= Natalie Bodanya =

American operatic soprano

Natalie Bodanya as Micaela in Georges Bizet's Carmen at the Met.

Natalie Bodanya (August 23, 1908 – March 4, 2007) was an American operatic soprano who had an active international career from the late 1920s through the 1940s. She notably sang at the Metropolitan Opera in New York City from 1937 through 1942 and was a performer with the New York City Opera during the company's 1943-1944 inaugural season.
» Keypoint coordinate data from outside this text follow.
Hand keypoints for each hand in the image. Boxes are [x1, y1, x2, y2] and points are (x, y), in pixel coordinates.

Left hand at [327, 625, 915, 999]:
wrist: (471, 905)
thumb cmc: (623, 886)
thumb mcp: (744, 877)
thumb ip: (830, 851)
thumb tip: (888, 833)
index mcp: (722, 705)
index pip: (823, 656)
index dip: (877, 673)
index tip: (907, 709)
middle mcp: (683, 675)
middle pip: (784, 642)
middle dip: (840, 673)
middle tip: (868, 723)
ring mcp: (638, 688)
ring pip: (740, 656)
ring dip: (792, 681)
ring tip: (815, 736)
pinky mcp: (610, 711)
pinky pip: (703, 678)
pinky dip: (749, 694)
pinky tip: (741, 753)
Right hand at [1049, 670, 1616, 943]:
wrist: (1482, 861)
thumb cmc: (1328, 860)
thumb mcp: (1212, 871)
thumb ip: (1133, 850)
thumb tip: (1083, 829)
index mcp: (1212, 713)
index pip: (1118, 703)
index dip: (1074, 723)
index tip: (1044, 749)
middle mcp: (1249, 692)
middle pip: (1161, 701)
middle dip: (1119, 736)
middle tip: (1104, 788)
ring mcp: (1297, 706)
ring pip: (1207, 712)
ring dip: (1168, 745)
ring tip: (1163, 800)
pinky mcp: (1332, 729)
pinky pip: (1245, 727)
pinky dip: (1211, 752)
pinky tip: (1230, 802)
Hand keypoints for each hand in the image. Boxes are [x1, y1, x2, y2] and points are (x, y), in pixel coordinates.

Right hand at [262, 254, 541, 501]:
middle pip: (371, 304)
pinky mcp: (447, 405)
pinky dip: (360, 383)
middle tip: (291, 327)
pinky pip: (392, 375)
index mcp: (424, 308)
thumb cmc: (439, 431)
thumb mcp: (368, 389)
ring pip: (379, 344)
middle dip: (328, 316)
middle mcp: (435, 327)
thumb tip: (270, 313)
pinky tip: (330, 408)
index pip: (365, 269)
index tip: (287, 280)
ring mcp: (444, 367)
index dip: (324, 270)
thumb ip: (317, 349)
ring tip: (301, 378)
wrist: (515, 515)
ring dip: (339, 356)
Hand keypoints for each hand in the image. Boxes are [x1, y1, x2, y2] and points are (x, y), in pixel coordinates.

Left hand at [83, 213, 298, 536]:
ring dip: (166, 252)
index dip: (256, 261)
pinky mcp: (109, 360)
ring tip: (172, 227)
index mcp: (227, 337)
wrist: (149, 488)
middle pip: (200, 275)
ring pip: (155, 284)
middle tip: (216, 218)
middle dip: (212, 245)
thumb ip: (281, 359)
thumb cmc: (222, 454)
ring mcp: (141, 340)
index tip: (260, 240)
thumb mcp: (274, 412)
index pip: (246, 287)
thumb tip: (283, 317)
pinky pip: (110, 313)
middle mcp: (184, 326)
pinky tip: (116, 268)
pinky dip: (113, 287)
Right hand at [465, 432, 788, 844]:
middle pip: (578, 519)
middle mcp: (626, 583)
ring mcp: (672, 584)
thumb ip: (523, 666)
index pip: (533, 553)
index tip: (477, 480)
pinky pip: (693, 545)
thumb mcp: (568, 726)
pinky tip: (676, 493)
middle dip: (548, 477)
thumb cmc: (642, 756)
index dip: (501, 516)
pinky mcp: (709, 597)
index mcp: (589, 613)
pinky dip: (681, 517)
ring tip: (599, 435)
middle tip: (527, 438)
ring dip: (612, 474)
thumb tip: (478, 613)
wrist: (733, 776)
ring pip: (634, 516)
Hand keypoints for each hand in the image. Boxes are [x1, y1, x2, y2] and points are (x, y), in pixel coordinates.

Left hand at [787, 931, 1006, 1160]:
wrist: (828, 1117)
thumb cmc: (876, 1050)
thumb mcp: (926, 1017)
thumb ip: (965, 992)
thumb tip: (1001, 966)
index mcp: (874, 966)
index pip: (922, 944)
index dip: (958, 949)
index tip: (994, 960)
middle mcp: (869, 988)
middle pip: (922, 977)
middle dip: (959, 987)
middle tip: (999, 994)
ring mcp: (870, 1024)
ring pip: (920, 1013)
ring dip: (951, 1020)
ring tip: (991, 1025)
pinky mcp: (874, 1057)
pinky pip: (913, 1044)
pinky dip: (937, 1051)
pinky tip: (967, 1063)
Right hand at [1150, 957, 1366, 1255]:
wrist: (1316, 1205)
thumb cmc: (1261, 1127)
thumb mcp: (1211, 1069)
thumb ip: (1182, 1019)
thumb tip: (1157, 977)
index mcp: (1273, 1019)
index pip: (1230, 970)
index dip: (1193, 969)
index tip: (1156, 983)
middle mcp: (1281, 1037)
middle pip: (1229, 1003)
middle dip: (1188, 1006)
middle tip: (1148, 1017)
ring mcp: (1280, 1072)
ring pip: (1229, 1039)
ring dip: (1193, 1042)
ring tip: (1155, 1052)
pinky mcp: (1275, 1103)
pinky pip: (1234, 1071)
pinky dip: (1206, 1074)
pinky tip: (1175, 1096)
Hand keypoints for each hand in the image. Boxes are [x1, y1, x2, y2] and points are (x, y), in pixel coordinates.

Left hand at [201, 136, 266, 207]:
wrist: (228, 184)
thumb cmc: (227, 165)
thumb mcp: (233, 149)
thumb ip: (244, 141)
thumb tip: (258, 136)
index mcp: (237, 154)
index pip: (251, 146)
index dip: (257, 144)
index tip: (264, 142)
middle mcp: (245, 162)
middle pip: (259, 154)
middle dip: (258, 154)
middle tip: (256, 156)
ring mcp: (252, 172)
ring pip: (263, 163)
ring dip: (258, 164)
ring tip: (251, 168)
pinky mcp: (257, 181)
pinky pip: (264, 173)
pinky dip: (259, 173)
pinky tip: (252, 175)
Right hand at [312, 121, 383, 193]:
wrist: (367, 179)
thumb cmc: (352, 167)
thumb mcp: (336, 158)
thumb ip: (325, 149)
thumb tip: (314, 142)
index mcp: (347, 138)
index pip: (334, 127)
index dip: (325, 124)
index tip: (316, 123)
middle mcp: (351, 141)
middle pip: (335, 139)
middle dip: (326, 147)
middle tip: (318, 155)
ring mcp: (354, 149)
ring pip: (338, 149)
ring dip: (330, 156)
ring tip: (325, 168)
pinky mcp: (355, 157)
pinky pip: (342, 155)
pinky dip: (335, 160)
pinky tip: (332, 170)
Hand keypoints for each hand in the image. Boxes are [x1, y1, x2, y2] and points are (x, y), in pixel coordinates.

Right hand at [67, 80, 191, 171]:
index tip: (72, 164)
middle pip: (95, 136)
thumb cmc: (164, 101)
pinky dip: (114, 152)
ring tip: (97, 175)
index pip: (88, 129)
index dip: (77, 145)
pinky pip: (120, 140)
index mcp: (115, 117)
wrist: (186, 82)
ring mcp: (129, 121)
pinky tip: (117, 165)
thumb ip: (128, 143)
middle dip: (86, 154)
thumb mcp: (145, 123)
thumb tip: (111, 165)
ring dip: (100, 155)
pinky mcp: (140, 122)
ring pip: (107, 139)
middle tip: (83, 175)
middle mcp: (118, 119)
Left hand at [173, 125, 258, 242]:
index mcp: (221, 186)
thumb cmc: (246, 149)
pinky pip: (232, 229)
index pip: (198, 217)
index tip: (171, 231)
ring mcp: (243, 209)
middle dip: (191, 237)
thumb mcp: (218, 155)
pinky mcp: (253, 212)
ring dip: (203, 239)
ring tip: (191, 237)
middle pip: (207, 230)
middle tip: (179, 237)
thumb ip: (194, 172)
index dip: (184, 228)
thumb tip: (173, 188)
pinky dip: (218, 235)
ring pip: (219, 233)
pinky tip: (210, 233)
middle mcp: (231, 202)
==Early life and education==
Born Natalia Bodanskaya in Manhattan, Bodanya grew up in an apartment building on the borough's Upper East Side. One of her neighbors was an employee at the Union Settlement, a music school in Bodanya's neighborhood. Her neighbor provided her with the opportunity to receive her first music lessons at the school and eventually provided her with the opportunity to audition for famed coloratura soprano Marcella Sembrich. Impressed, Sembrich took on Bodanya as her student and through her support, Bodanya was able to enroll at the Curtis Institute of Music. After graduating she continued with further vocal studies under Sylvan Levin. She later studied privately in New York City with Sidney Dietch.
==Career==
While studying at Curtis, Bodanya made her professional opera debut on December 26, 1929, as Blonde in Wolfgang Amadeus Mozart's Die Entführung aus dem Serail with the Philadelphia Grand Opera Company at the Academy of Music under conductor Emil Młynarski. At the time of her debut, Natalie Bodanya billed herself as Natalie Bodanskaya. She shortened her name as of December 22, 1936, to lessen confusion with the mezzo-soprano Ina Bourskaya and the conductor Artur Bodanzky.

After several years of performing with second tier companies in the United States, Bodanya was invited by Edward Johnson to join the roster of principal artists at the Metropolitan Opera. She made her debut with the company as Micaela in Georges Bizet's Carmen on May 11, 1936, with Bruna Castagna in the title role, Armand Tokatyan as Don José, Carlo Morelli as Escamillo, and Gennaro Papi conducting. Her portrayal of Micaela later appeared on the January 7, 1937 Metropolitan Opera radio broadcast on January 7, 1937, in which her performance shines through as one of the great creations of that role.

Bodanya remained on the Met roster for the next seven consecutive seasons, taking only a brief hiatus from performance for a few months after her 1938 marriage to William Gorman, a philosophy professor who collaborated with Mortimer Adler. She notably sang Elisetta in the Met's first staging of Domenico Cimarosa's Il matrimonio segreto on February 25, 1937, with Muriel Dickson as Carolina, Irra Petina as Fidalma, George Rasely as Paolino, Louis D'Angelo as Geronimo, and Ettore Panizza conducting. Among the other roles she portrayed on the Met stage were an American Girl in Walter Damrosch's The Man Without a Country, Ellen in Lakmé, an Errand Girl in Louise, the Forest Bird in Siegfried, the First Esquire in Parsifal, an orphan in Der Rosenkavalier, Musetta in La Bohème, Papagena in The Magic Flute, Poussette in Manon, and Yniold in Pelléas et Mélisande. Her last and 157th performance at the Met was as Esmeralda in Bedřich Smetana's The Bartered Bride on January 16, 1942, with Jarmila Novotná as Marenka, Tokatyan as Jeník, Karl Laufkötter as Vasek, Norman Cordon as Kecal, Thelma Votipka as Ludmila, and Paul Breisach conducting.

Bodanya took some time off from performing to have her son Paul. After a two-year absence from the stage, she joined the fledgling New York City Opera company in 1944. Her first appearance with the company was as Musetta in the NYCO's first staging of La Bohème. She also sang the role of Nedda in Pagliacci with the NYCO in 1944.

In addition to her appearances in the United States, Bodanya was also active as a guest artist in operas and concerts in Europe. She notably canceled her contracts with the Vienna State Opera and La Scala in 1938 to protest the anti-Semitic measures being taken by the governments of Italy and Austria. She also appeared in nightclubs, performed on the radio, and recorded a few songs with Mario Lanza.

In the 1950s Bodanya embarked on a second career as a singing teacher in California. She died in Santa Barbara, California, aged 98.